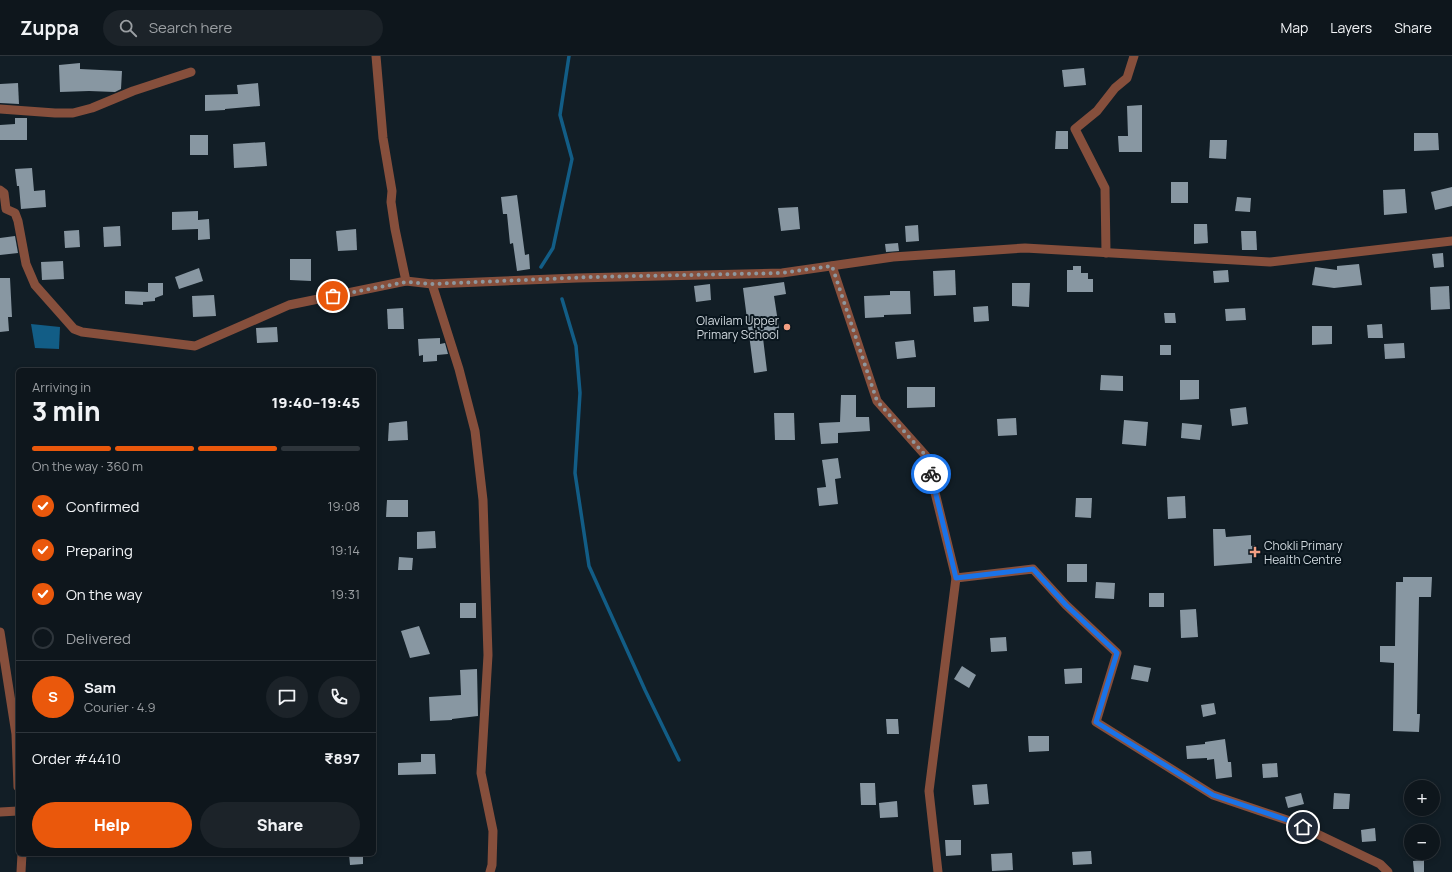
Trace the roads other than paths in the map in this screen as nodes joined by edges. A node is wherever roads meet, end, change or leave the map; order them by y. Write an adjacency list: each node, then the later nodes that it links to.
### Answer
1 (376, 56): 9 (street)
2 (1134, 56): 7 (street)
3 (192, 72): 4 (street)
4 (0, 109)
5 (0, 190): 9 (street)
6 (1452, 241): 7 (street)
7 (1106, 253): 8 (street)
8 (832, 266): 10 (street); 11 (street)
9 (406, 282): 10 (street)
10 (432, 284): 18 (street)
11 (956, 578): 19 (street); 20 (street)
12 (0, 632): 13 (street)
13 (16, 734)
14 (16, 811): 15 (street)
15 (0, 812)
16 (22, 856): 17 (street)
17 (21, 872)
18 (490, 872)
19 (938, 872)
20 (1388, 872)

☆ ☆ ☆ ☆

> _What to work on_
Omit the pictures and reproduce the remaining material above exactly.

> _Expected output_
Trace the roads other than paths in the map in this screen as nodes joined by edges. A node is wherever roads meet, end, change or leave the map; order them by y. Write an adjacency list: each node, then the later nodes that it links to.
### Answer
1 (376, 56): 9 (street)
2 (1134, 56): 7 (street)
3 (192, 72): 4 (street)
4 (0, 109)
5 (0, 190): 9 (street)
6 (1452, 241): 7 (street)
7 (1106, 253): 8 (street)
8 (832, 266): 10 (street); 11 (street)
9 (406, 282): 10 (street)
10 (432, 284): 18 (street)
11 (956, 578): 19 (street); 20 (street)
12 (0, 632): 13 (street)
13 (16, 734)
14 (16, 811): 15 (street)
15 (0, 812)
16 (22, 856): 17 (street)
17 (21, 872)
18 (490, 872)
19 (938, 872)
20 (1388, 872)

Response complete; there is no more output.